Last month I asked what now seems like a prophetic question: Why Don’t We All Love Adobe? My take was that Adobe had stopped listening to the concerns of its long-time customers. So when it recently announced that our future would be Creative Cloud-only, I wasn’t surprised that more than a few customers responded with a blunt, ‘No thanks.’ Typical are the comments on NAPP president Scott Kelby’s blog — hell hath no fury like a Photoshop user scorned. Then there’s this thread in the Adobe forums and in the comments to John Nack’s blog here and here. And of course the Change.org petition asking Adobe to continue providing a perpetually licensed alternative.
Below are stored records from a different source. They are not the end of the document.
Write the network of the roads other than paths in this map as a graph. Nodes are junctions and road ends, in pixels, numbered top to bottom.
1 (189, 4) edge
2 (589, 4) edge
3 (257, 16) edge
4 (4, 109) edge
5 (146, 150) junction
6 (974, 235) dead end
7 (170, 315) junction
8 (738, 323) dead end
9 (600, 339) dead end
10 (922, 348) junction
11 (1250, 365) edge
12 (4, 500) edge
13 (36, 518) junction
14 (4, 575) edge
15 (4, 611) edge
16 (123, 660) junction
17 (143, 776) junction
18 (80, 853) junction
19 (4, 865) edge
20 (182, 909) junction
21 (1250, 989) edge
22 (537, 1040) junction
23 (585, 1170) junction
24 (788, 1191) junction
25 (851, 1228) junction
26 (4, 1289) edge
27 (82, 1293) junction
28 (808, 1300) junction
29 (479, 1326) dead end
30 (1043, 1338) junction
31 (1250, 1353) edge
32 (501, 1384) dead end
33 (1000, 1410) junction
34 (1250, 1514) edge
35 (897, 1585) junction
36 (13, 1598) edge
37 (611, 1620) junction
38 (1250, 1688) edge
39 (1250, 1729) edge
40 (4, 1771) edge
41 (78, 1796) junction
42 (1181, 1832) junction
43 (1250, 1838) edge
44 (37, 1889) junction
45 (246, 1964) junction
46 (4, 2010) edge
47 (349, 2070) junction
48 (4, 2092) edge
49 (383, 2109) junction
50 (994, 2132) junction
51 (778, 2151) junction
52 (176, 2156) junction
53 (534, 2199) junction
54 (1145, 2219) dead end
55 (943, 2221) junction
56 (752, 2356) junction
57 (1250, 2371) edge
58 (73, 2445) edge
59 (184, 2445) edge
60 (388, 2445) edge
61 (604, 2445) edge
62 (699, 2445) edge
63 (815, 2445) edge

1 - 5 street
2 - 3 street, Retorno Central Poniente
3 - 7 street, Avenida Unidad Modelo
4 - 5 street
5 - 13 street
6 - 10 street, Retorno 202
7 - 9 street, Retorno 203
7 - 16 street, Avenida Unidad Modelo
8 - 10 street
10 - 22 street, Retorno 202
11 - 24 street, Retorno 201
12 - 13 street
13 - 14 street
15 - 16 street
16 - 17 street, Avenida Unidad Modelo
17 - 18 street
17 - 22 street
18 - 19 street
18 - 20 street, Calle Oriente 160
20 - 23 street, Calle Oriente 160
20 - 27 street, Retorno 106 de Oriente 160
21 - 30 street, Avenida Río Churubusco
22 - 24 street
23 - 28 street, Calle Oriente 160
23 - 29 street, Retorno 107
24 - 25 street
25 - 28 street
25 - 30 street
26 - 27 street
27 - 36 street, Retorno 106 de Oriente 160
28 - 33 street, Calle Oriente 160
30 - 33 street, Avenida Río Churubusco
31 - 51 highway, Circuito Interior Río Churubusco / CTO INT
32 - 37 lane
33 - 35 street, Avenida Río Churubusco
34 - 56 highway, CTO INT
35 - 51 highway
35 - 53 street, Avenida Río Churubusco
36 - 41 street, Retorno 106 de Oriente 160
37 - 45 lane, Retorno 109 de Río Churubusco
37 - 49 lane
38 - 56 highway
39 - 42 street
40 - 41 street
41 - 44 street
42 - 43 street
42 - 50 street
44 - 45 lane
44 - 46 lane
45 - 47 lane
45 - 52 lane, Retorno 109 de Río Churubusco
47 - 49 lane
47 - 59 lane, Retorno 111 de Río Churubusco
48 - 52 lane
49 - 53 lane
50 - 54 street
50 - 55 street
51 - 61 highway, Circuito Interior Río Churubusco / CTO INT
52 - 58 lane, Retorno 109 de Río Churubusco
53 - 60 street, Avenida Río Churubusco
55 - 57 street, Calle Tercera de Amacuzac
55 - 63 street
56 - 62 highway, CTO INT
Unless Adobe responds quickly and significantly to such customer concerns, Creative Suite 6 may well be the final iteration of Adobe products for more than a few users, who will make do with the 2012 release while exploring replacements. And Photoshop CS6 might well go on to become one of the most pirated applications of all time. Adobe has been making noises in the last few days that it will provide some kind of solution for photographers and also resolve the issue of not being able to access files once a subscription ends. Which will help. But it may be too little, too late, for more than a few loyal Adobe customers.
My take on Creative Cloud has always been that it was an innovative offering that made sense for those using a lot of its apps and services, and were hungry for constant feature updates. But I’ve never seen it as a one-size-fits-all, subscribe or get lost, proposition. So I was as taken aback as anyone on Monday when the fatal announcement was made, with my concerns laid out clearly in a Creative Cloud Chronicles column last week. Will Adobe be able to turn things around and regain the trust of their disgruntled customers? And, more importantly, do they even want to? I honestly have no idea.